Task objective: Scan the records below and copy every line that contains the string "junction".

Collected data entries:
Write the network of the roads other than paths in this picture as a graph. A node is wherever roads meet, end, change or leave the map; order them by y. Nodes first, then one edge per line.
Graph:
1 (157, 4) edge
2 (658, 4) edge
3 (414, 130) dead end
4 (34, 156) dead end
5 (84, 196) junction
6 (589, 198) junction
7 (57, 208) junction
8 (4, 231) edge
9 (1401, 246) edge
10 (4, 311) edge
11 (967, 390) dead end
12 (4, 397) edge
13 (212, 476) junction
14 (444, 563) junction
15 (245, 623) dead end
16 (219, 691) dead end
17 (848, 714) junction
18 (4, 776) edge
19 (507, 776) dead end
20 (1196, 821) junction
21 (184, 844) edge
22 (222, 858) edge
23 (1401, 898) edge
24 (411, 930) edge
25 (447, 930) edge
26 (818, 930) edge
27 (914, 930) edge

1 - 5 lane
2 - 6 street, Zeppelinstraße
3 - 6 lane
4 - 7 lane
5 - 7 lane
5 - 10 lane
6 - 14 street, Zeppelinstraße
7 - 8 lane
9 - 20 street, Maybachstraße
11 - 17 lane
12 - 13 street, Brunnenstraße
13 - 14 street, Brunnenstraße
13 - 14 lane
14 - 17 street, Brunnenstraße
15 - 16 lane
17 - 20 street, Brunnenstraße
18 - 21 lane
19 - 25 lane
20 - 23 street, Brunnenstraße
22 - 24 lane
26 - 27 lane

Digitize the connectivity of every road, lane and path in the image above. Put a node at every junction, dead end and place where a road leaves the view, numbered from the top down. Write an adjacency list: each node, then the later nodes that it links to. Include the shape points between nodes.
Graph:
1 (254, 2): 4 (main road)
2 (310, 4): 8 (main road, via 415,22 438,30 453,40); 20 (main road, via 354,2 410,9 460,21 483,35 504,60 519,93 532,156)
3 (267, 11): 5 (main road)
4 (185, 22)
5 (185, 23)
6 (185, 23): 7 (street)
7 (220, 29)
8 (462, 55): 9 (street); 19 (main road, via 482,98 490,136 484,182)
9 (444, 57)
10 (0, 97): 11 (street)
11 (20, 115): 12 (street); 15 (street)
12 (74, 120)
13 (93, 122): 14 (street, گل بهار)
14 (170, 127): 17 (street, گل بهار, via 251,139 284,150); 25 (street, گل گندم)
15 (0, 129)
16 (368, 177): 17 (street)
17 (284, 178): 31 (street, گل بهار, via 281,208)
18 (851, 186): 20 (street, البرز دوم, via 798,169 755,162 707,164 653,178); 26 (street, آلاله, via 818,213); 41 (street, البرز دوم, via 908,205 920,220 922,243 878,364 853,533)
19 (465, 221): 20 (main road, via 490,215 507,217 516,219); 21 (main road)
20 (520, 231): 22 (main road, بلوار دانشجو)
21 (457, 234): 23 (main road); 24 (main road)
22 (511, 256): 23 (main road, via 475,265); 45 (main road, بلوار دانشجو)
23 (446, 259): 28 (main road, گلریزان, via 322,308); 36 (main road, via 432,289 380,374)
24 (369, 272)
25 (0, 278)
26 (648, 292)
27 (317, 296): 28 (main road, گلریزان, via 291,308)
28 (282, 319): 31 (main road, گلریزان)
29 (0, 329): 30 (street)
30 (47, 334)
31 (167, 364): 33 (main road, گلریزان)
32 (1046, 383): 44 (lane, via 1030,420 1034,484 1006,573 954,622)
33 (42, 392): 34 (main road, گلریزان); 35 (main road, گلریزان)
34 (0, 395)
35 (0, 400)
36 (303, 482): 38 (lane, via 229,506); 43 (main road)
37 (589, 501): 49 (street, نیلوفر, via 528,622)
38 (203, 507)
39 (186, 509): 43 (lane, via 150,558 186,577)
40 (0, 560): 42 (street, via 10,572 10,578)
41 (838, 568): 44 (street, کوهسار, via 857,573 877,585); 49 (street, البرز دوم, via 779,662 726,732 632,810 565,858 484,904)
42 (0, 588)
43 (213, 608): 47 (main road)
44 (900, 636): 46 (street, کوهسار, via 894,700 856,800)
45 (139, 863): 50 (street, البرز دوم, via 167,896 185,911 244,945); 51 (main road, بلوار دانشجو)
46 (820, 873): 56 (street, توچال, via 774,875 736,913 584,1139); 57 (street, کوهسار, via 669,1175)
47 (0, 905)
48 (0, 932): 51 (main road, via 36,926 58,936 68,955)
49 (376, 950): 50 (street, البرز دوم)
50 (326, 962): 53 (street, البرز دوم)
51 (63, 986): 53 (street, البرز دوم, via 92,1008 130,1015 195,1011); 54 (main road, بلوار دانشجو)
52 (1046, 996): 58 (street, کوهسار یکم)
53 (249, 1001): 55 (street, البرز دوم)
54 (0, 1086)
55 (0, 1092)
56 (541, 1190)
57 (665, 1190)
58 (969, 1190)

Your response:
5 (84, 196) junction
6 (589, 198) junction
7 (57, 208) junction
13 (212, 476) junction
14 (444, 563) junction
17 (848, 714) junction
20 (1196, 821) junction
Digitize the connectivity of every road, lane and path in the image above. Put a node at every junction, dead end and place where a road leaves the view, numbered from the top down. Write an adjacency list: each node, then the later nodes that it links to. Include the shape points between nodes.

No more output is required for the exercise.